Mi tía dejó en herencia la casita en el centro de Sevilla, pero mis padres no aceptaron la decisión. Querían que vendiera la vivienda, les entregara el dinero y me quedara solo con mi parte. Con absoluta unanimidad afirmaron que yo no tenía derecho a esa casa.
A veces los más cercanos pueden ser los peores enemigos.
Resulta doloroso admitirlo, pero mis progenitores me detestan. A menudo pienso que no son mi verdadera familia. No puedo decir lo mismo de mi hermana menor, Begoña. No somos nada parecidas; su carácter me repugna y no deseo ser como ella. Sin embargo, mis padres siempre la presentaron como modelo a seguir.
Begoña apenas ha completado el octavo curso y muestra una insolencia constante hacia los mayores, sin preocuparse jamás por sí misma. No sé a quién mirar como ejemplo Aun siendo la mayor de la familia, yo gastaba ropa de segunda mano mientras ella se compraba prendas nuevas que yo ya no usaba.
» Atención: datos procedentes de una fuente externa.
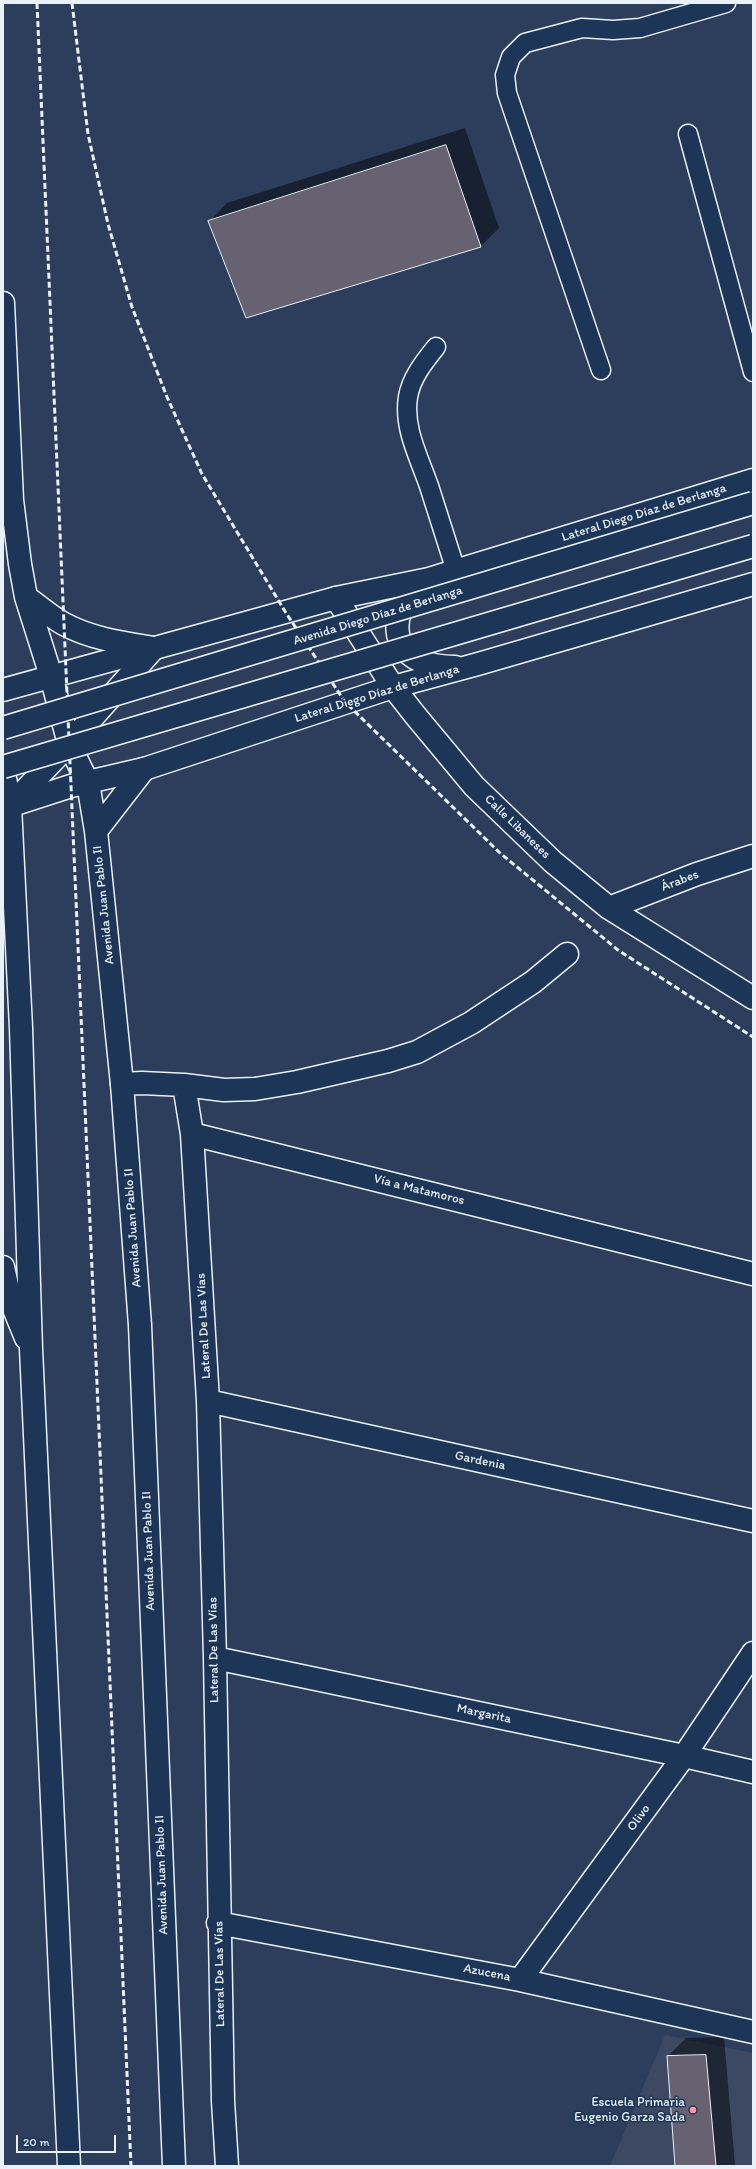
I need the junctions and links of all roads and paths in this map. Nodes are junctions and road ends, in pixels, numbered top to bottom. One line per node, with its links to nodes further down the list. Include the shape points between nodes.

Nadie creía que éramos hermanas. Yo era educada y ordenada, ella vulgar y desenfrenada. Solo mi tía, la hermana de mi padre, me brindó cariño. Al no tener hijos, ella se hizo cargo de mí y, sinceramente, estaba más cerca de mí que mis propios padres y mi hermana. Pasábamos largas horas juntas; ella me enseñó todo lo que sé. En casa de la tía Pilar me sentía en paz y ya no quería volver.
Hoy puedo afirmar que fue ella quien me crió. Pilar era costurera y me transmitió su pasión por la aguja y el hilo. La tía Pilar padecía una enfermedad incurable, por lo que nunca se apresuró a formar una familia. Cuando terminé el instituto, falleció y me dejó su pequeña casa.
Ese legado no alivió el dolor por la pérdida de alguien tan querido. Más bien, se convirtió en un regalo del destino: por fin tenía la oportunidad de escapar de esa madriguera y construir una vida tranquila. Lo único que me inquietaba era que mi padre se consideraba el heredero directo de la casa. Ya anticipaba un escándalo de proporciones.
Mis temores se confirmaron cuando mis padres y Begoña se enteraron de todo. Exigieron que vendiera la vivienda, que les entregara el efectivo y que yo me quedara solo con una parte. Declararon, al unísono, que no tenía ningún derecho sobre la casa.
Al ver que sus argumentos no me conmovían, recurrieron a la lástima y recordaron que éramos familia. Ahora, sin embargo, sólo recordaban los lazos familiares cuando les convenía.
Yo tengo mi postura: sí, venderé la casa, pero solo para comprar un hogar lo más alejado posible de ellos. Incluso con el arma en la mano no revelaré mi nueva dirección. Merejo una vida feliz sin su sombra.
Quiero cerrar este capítulo lo antes posible y comenzar una nueva vida.